Speaking to reporters, Russia's U.N. ambassador, Vitaly Churkin, said, “This is one of the most complicated, imaginative and interesting draft resolutions the Security Council has ever considered." He said proper consideration should be given to the 10 elected council members who were not part of the nuclear negotiations to review and understand the text, adding, it is "a long resolution; it is a very detailed resolution."

Richard Gowan, a fellow at the New York University Center on International Cooperation, says sanctions relief was Iran’s “No. 1 goal” during the two years of nuclear negotiations.

The United States has made clear, however, that if Iran violates the deal, sanctions will “snap back” into place, but Gowan says that could be difficult at the United Nations, “because Moscow and Beijing are going to resist any effort to put sanctions back on Tehran.”

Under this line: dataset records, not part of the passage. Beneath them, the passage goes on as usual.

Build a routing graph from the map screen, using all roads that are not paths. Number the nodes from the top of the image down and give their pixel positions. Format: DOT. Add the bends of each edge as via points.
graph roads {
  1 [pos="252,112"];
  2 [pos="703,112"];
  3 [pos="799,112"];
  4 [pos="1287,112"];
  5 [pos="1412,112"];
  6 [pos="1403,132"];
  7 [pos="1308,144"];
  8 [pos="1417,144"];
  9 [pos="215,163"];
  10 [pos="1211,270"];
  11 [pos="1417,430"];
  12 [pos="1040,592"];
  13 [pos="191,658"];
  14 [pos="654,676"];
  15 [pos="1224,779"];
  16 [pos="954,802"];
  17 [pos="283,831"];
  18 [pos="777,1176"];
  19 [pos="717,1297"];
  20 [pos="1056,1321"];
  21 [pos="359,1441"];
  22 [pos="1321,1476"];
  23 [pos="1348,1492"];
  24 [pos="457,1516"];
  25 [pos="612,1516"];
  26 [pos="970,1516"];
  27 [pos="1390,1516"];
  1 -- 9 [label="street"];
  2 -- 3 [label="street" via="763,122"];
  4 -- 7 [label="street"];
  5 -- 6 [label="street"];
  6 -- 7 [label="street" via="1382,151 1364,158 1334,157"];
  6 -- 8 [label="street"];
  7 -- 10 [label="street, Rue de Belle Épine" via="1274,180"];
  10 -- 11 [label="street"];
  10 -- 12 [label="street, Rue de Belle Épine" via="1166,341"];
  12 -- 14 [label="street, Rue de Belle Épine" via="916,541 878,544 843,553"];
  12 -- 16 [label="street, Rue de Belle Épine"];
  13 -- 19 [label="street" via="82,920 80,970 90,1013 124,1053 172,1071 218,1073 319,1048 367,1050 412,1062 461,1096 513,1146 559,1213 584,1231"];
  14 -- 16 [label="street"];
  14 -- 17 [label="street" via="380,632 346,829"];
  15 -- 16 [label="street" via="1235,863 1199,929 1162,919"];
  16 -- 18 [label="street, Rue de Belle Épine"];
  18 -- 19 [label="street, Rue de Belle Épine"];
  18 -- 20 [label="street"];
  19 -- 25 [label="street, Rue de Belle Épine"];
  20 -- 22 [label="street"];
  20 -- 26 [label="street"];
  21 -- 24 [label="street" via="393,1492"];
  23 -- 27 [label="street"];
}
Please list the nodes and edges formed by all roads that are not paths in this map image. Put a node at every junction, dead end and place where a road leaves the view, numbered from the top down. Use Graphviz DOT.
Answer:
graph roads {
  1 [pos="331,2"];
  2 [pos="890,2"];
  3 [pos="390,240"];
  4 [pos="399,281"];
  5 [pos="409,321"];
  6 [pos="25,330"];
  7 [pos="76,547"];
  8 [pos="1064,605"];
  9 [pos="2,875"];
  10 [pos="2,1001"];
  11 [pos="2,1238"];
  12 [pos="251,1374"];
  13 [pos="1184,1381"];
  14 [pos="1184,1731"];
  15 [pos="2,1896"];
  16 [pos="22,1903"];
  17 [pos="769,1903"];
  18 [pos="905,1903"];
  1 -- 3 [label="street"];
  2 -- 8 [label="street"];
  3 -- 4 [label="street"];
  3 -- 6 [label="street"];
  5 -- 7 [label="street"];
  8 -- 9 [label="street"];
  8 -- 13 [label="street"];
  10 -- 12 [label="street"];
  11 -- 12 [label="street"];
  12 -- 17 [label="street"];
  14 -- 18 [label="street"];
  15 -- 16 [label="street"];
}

Randa Slim, a scholar at the Washington-based Middle East Institute, says Iran’s economy has suffered under international sanctions and most of the money it stands to receive now will be spent on reviving the economy, modernizing the oil sector and meeting the demands of the electorate which brought President Hassan Rouhani to power.

“At the same time,” she cautioned, “It does not mean that they are going to be stopping their support of Houthis in Yemen, or the Hashd [Shi'ite militias] in Iraq, or the support of [Bashar] Assad in Syria or the support of Hezbollah in Lebanon.”